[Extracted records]

━━━━━━━━

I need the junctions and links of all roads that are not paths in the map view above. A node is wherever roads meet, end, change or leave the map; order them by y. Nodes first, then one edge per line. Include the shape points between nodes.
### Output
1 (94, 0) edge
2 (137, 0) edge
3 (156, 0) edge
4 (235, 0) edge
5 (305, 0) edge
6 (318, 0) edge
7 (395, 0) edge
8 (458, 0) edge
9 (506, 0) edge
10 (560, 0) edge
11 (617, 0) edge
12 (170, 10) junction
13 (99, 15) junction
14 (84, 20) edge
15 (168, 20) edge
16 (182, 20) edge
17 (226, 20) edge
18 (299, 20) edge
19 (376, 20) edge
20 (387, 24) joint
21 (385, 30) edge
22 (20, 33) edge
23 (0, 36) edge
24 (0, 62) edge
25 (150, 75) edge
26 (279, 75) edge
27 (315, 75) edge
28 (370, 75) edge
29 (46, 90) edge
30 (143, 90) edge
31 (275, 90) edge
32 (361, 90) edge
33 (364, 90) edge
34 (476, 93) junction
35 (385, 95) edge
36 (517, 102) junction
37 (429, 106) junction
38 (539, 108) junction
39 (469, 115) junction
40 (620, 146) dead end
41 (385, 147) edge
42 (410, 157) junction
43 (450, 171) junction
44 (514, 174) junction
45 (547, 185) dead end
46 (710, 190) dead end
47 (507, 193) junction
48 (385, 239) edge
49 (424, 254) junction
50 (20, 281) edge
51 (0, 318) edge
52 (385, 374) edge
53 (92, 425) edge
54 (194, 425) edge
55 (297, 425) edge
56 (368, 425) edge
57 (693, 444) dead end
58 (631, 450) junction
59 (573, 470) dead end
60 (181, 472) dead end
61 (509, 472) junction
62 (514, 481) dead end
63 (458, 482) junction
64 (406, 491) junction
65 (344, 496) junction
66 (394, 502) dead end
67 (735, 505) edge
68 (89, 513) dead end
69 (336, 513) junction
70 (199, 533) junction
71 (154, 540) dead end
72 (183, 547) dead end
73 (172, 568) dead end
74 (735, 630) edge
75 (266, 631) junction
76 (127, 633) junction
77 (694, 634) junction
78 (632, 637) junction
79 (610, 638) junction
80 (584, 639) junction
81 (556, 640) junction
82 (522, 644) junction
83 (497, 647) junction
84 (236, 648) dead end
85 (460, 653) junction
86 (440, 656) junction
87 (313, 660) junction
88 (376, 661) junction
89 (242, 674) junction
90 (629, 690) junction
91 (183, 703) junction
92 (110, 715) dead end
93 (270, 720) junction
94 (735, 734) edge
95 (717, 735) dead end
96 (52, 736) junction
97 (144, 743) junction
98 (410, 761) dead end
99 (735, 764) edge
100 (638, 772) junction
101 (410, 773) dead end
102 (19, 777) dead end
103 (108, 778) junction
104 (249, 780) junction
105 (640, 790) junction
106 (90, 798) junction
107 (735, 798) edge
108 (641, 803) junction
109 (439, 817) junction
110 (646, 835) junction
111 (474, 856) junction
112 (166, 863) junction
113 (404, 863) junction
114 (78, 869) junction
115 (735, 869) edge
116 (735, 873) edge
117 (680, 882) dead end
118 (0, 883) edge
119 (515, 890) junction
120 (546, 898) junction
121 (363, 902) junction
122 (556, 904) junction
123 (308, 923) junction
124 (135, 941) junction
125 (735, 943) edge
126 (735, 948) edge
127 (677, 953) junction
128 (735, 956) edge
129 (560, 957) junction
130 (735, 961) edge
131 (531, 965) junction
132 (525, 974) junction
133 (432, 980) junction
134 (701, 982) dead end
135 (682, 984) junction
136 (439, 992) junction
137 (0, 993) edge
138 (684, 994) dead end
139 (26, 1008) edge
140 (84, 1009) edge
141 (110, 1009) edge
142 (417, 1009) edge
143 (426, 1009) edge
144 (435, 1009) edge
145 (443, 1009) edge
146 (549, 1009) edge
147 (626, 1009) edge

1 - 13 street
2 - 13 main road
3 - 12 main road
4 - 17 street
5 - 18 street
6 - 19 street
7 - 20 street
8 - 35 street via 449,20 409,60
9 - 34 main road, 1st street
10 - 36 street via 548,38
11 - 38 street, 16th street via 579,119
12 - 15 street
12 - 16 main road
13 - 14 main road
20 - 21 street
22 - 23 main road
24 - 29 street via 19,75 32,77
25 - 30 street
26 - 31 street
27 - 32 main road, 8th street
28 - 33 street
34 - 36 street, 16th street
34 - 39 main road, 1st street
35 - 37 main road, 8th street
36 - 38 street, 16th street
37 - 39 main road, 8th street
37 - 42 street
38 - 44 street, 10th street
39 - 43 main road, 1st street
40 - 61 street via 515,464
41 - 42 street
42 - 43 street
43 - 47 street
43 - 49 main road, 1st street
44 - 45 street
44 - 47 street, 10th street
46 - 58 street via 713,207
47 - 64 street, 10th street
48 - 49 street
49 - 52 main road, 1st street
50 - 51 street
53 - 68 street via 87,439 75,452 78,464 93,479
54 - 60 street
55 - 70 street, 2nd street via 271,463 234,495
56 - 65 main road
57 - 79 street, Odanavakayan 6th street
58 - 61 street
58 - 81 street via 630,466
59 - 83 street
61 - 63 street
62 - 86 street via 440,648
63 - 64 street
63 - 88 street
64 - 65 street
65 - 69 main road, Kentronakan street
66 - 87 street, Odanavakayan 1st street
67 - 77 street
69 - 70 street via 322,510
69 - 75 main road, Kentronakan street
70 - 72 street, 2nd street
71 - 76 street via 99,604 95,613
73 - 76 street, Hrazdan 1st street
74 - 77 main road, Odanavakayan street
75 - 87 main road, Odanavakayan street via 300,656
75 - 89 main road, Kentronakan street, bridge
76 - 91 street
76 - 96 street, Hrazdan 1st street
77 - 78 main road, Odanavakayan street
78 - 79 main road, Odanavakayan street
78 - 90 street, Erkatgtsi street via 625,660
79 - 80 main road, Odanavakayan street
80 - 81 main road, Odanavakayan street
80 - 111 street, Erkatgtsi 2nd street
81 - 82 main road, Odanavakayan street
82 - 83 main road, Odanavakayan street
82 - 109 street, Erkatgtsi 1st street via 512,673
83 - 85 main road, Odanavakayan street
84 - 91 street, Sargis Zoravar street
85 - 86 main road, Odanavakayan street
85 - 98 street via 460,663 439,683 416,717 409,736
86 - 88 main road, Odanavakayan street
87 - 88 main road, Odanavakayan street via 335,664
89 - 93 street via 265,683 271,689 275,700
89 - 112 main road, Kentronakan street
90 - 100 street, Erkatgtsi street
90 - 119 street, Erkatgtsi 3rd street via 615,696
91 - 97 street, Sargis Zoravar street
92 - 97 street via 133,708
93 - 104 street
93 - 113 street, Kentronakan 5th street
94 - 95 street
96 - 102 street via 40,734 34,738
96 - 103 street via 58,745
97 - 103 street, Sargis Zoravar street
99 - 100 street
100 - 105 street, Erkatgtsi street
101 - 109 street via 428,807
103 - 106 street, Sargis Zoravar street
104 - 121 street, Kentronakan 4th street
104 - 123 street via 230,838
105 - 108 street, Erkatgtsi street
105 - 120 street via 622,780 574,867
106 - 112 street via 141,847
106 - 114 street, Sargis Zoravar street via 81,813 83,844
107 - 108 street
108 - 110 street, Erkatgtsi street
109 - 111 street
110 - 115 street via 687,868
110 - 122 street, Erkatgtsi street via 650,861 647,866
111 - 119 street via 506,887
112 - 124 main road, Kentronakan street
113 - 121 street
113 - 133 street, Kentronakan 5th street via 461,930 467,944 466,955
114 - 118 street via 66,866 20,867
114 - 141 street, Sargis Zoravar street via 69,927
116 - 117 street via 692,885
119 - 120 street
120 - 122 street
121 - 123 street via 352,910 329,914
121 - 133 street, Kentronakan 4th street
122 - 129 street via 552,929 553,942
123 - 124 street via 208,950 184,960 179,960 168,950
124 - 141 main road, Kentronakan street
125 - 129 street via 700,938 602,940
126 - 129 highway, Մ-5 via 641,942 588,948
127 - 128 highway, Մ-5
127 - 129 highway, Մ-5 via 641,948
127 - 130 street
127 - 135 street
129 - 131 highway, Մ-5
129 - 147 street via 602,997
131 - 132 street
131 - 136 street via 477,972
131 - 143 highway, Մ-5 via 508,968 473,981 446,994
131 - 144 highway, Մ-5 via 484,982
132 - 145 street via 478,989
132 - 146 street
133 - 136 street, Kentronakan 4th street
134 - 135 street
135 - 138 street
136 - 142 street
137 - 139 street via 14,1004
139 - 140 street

━━━━━━━━

> [Problem to work on]: Note each line above that holds "highway", then copy all of them.

> [Task output]:
126 - 129 highway, Մ-5 via 641,942 588,948
127 - 128 highway, Մ-5
127 - 129 highway, Մ-5 via 641,948
129 - 131 highway, Մ-5
131 - 143 highway, Մ-5 via 508,968 473,981 446,994
131 - 144 highway, Մ-5 via 484,982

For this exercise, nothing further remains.